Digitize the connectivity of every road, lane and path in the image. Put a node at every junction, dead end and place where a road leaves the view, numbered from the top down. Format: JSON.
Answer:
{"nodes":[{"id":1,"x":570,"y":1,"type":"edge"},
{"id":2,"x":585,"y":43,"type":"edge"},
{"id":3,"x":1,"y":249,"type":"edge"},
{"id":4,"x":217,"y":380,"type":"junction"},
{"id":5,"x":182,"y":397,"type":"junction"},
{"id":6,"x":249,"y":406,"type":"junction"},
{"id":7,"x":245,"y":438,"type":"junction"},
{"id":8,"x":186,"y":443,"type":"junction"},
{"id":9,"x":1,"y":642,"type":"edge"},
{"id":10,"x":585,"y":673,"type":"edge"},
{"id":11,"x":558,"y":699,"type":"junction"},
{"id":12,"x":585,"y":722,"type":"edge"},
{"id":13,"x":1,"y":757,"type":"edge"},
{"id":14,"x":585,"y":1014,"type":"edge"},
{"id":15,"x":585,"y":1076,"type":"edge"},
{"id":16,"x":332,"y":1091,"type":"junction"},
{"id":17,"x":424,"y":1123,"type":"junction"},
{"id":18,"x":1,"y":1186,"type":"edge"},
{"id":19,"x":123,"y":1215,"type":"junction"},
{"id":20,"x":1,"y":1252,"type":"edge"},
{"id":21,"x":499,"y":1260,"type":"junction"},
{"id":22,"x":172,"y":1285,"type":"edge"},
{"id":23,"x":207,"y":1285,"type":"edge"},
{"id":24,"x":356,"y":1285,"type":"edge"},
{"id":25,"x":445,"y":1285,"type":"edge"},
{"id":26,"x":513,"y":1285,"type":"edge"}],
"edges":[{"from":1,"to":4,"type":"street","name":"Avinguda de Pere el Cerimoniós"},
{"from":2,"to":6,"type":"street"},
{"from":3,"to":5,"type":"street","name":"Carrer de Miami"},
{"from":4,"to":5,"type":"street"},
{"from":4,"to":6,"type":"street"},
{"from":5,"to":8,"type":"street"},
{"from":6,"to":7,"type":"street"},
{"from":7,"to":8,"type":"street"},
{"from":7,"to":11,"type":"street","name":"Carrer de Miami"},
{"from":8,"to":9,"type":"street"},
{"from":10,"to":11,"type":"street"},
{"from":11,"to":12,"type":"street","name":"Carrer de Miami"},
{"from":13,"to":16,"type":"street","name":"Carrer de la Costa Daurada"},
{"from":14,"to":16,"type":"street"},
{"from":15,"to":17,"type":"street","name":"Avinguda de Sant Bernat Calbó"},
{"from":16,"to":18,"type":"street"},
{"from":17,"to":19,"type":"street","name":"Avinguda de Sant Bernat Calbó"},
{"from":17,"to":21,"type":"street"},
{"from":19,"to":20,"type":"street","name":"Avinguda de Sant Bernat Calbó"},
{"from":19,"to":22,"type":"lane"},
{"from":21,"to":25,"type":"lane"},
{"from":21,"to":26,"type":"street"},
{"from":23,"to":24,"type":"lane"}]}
━━━━━━━━
Gather each line from the entries above that includes the word "Sant".

--- RESULT OF THE TASK ---
{"from":15,"to":17,"type":"street","name":"Avinguda de Sant Bernat Calbó"},
{"from":17,"to":19,"type":"street","name":"Avinguda de Sant Bernat Calbó"},
{"from":19,"to":20,"type":"street","name":"Avinguda de Sant Bernat Calbó"},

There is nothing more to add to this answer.